(Collected data)
Segment Open

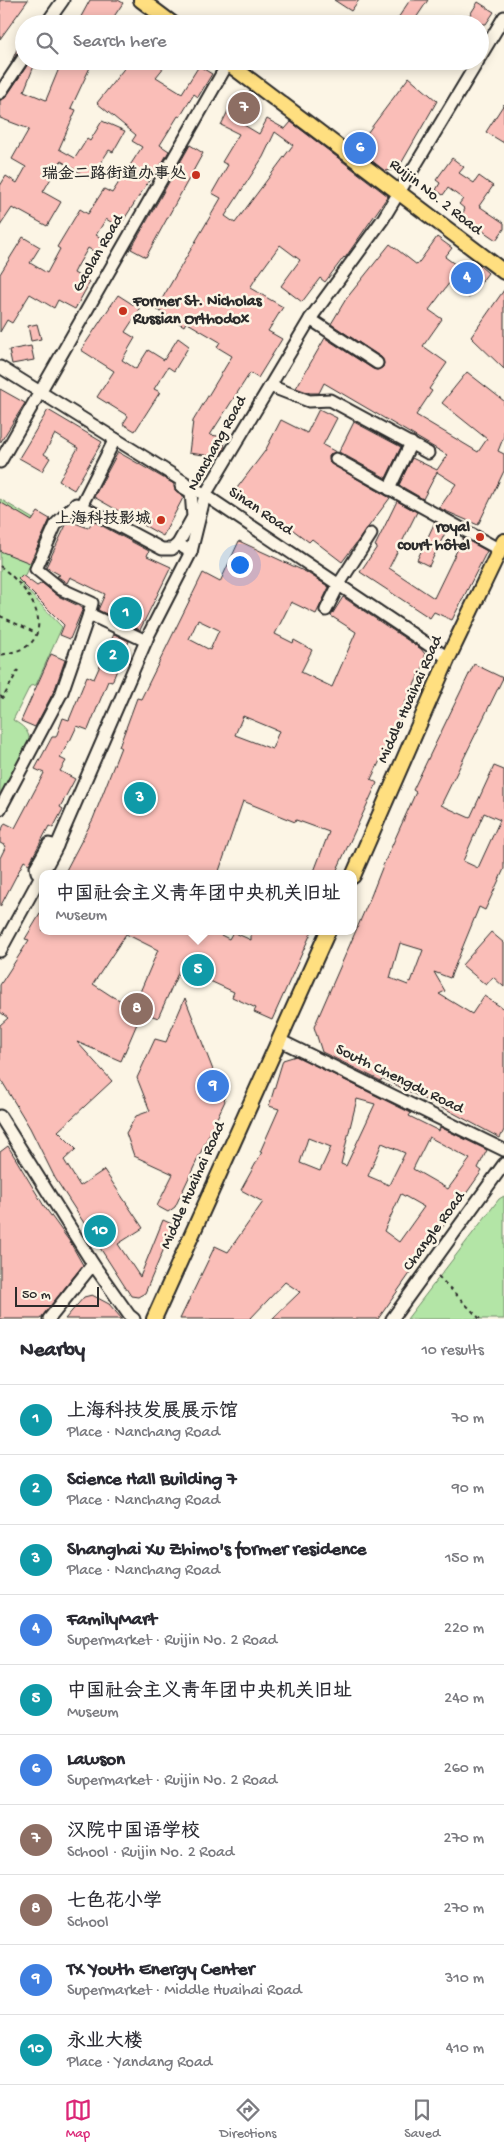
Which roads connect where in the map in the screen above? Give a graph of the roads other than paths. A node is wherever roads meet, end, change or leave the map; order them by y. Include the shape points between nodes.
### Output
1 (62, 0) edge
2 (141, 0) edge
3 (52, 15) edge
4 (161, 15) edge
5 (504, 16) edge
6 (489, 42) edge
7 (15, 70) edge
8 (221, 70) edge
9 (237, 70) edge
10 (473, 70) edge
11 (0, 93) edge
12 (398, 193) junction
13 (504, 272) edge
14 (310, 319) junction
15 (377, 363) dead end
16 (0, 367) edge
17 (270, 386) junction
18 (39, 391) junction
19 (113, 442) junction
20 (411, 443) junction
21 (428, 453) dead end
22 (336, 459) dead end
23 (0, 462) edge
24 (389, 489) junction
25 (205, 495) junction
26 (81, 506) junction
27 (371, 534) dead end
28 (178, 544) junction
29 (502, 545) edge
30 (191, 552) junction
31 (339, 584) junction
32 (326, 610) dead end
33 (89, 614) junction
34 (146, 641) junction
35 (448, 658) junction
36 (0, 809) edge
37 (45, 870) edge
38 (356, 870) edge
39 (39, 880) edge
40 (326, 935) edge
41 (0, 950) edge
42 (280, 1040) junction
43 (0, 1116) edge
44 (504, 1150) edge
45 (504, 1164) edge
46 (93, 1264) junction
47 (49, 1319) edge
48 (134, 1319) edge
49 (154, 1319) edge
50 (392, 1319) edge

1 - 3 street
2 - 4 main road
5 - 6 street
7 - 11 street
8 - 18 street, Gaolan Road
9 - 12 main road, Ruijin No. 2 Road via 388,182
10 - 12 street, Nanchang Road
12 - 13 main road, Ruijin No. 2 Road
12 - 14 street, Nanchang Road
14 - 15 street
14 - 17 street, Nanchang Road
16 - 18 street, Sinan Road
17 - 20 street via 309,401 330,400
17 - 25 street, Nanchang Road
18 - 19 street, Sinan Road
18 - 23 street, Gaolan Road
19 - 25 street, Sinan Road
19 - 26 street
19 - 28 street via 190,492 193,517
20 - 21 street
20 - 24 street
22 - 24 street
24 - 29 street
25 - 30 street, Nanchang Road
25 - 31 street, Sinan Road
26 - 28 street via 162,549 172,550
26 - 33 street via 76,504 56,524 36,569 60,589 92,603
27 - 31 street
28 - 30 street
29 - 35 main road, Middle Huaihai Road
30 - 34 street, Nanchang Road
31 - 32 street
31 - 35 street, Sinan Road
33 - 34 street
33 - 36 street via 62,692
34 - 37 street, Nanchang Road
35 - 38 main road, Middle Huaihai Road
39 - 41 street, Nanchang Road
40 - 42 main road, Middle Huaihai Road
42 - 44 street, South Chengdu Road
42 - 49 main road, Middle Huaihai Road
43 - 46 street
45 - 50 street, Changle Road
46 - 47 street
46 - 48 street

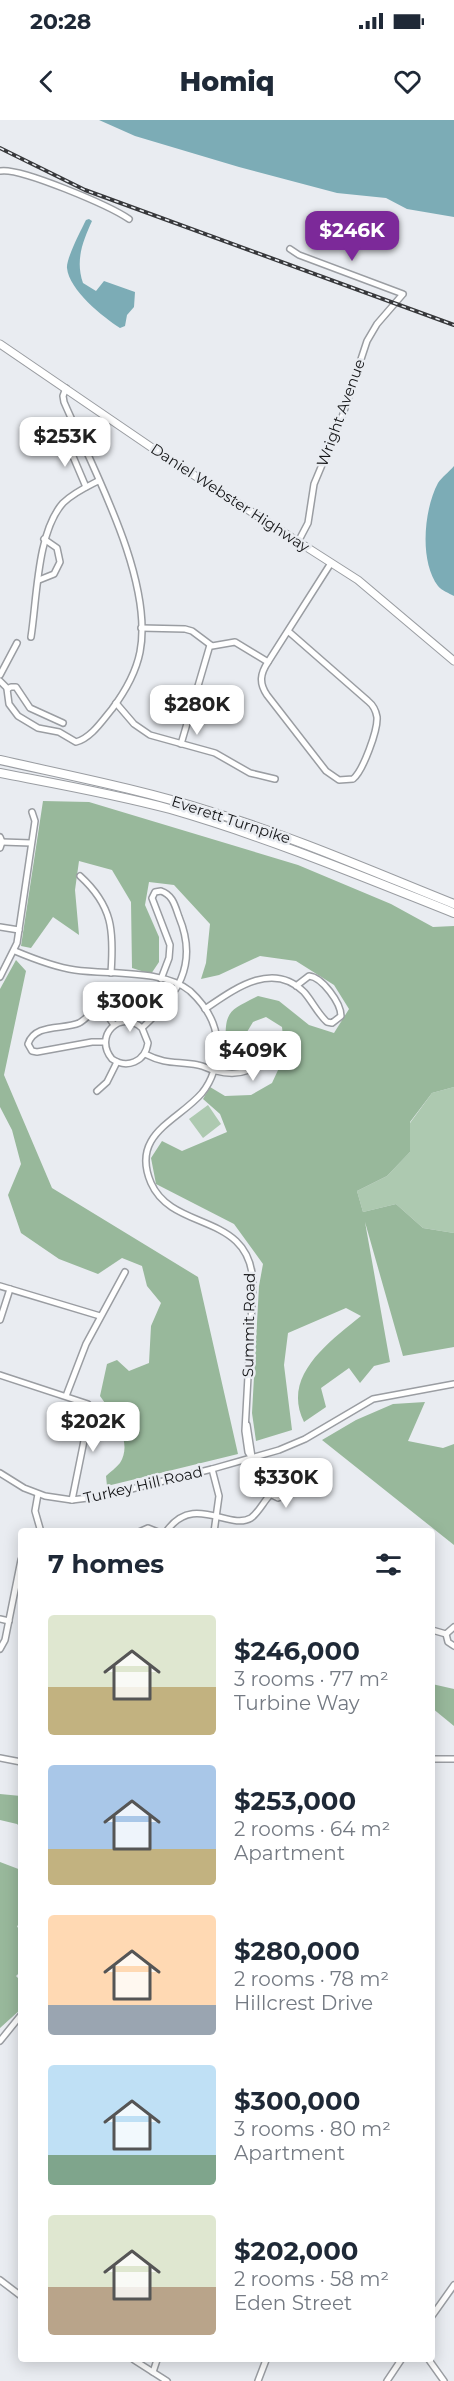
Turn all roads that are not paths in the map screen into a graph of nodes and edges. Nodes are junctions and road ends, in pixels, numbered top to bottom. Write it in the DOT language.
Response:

Segment Closed
Segment Open

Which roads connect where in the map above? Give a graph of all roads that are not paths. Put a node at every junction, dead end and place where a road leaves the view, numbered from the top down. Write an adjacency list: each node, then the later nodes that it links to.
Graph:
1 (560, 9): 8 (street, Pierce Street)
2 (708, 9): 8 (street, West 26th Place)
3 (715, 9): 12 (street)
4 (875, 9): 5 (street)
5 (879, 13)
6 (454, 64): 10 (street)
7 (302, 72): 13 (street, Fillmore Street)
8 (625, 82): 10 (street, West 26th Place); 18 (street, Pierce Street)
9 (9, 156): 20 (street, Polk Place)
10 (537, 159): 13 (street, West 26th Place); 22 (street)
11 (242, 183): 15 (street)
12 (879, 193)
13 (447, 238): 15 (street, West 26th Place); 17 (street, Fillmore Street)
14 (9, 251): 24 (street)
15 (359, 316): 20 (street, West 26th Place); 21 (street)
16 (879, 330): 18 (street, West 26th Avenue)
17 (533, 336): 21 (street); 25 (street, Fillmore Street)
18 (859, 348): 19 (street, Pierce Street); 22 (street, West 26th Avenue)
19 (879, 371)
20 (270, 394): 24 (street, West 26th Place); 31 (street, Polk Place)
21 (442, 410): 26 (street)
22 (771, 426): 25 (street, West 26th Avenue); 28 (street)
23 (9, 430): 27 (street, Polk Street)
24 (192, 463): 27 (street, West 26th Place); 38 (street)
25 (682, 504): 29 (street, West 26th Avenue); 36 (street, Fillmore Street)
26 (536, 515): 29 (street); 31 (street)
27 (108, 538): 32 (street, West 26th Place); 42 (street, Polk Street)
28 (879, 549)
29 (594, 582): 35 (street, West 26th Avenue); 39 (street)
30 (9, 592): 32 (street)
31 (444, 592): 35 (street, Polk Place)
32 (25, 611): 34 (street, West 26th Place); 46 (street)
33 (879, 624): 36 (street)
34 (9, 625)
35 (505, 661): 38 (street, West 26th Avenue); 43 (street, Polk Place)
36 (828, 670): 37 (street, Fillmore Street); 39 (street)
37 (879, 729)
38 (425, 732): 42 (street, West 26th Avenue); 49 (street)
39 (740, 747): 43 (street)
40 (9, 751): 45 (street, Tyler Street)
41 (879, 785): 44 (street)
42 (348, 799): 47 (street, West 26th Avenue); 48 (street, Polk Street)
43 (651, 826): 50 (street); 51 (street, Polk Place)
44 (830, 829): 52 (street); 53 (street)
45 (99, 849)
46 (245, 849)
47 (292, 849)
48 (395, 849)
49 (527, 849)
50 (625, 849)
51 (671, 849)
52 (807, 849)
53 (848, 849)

Segment Closed
Segment Open

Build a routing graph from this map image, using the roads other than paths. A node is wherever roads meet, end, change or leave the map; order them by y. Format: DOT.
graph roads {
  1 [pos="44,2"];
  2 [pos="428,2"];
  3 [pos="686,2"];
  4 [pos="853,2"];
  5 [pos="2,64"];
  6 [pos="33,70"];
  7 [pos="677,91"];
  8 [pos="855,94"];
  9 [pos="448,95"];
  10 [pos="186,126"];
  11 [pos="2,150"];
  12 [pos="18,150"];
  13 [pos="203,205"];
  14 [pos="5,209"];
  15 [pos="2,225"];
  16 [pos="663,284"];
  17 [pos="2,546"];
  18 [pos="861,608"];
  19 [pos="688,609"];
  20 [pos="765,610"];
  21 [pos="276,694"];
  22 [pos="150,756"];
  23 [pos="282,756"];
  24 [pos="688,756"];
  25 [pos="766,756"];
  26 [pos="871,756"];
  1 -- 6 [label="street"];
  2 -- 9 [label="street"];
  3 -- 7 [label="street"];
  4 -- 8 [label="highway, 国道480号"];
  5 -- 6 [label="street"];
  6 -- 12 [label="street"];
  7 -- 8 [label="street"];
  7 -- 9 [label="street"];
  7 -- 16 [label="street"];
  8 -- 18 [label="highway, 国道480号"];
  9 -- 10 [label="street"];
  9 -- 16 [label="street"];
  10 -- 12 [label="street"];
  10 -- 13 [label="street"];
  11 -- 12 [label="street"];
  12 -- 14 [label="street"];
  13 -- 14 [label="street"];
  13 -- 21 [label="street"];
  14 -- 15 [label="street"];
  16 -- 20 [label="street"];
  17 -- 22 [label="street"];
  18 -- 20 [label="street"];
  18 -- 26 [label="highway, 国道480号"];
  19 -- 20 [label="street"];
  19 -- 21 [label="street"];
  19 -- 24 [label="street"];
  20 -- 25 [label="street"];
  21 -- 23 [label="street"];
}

Segment Closed

◆ **What this task involves**
Could you state how many lines of the records contain "numbered"? Give the number and nothing else.

◆ **Solution to this exercise**
2